** Collected data entries **
^^^^

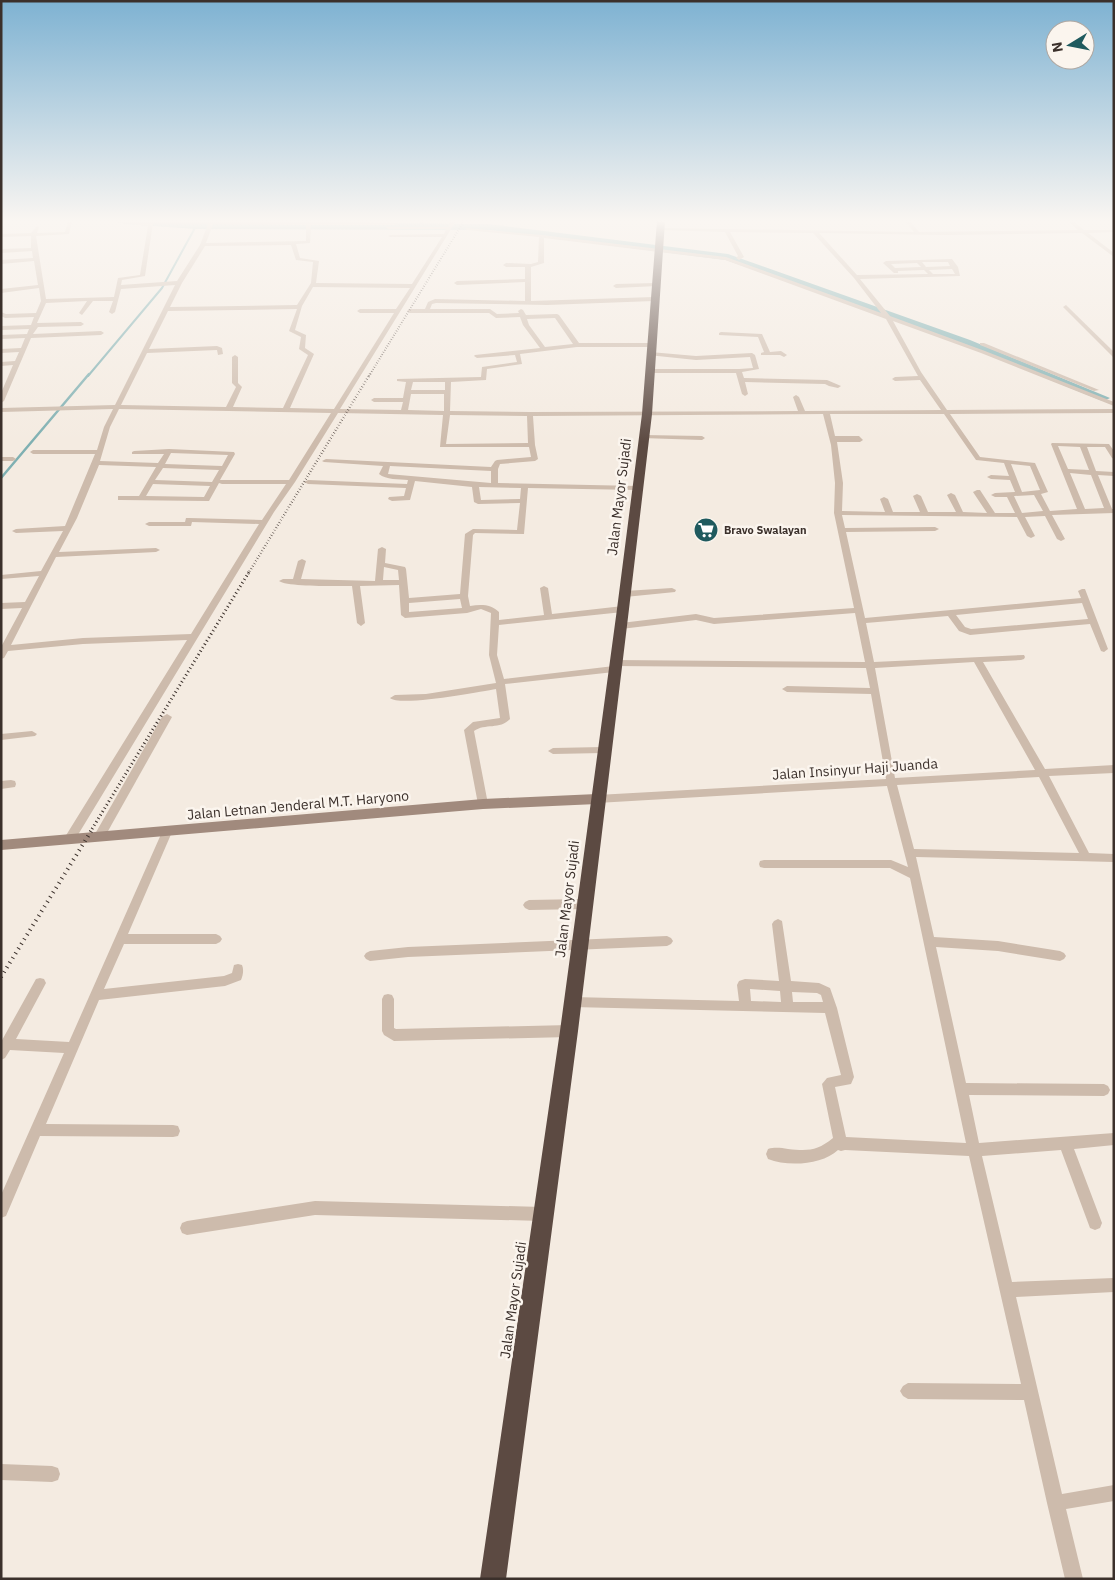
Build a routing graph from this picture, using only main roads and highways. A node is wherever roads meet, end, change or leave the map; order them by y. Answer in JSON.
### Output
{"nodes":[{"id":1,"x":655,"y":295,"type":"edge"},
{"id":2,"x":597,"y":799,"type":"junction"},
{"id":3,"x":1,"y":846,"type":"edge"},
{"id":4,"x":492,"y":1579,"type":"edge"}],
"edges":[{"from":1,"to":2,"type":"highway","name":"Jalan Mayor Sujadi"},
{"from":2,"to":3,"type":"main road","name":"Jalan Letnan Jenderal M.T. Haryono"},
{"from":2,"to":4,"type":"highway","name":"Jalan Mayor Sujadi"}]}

^^^^

** What the task asks **
Repeat every record exactly, but not the pictures.

** Response to the task **
Build a routing graph from this picture, using only main roads and highways. A node is wherever roads meet, end, change or leave the map; order them by y. Answer in JSON.
### Output
{"nodes":[{"id":1,"x":655,"y":295,"type":"edge"},
{"id":2,"x":597,"y":799,"type":"junction"},
{"id":3,"x":1,"y":846,"type":"edge"},
{"id":4,"x":492,"y":1579,"type":"edge"}],
"edges":[{"from":1,"to":2,"type":"highway","name":"Jalan Mayor Sujadi"},
{"from":2,"to":3,"type":"main road","name":"Jalan Letnan Jenderal M.T. Haryono"},
{"from":2,"to":4,"type":"highway","name":"Jalan Mayor Sujadi"}]}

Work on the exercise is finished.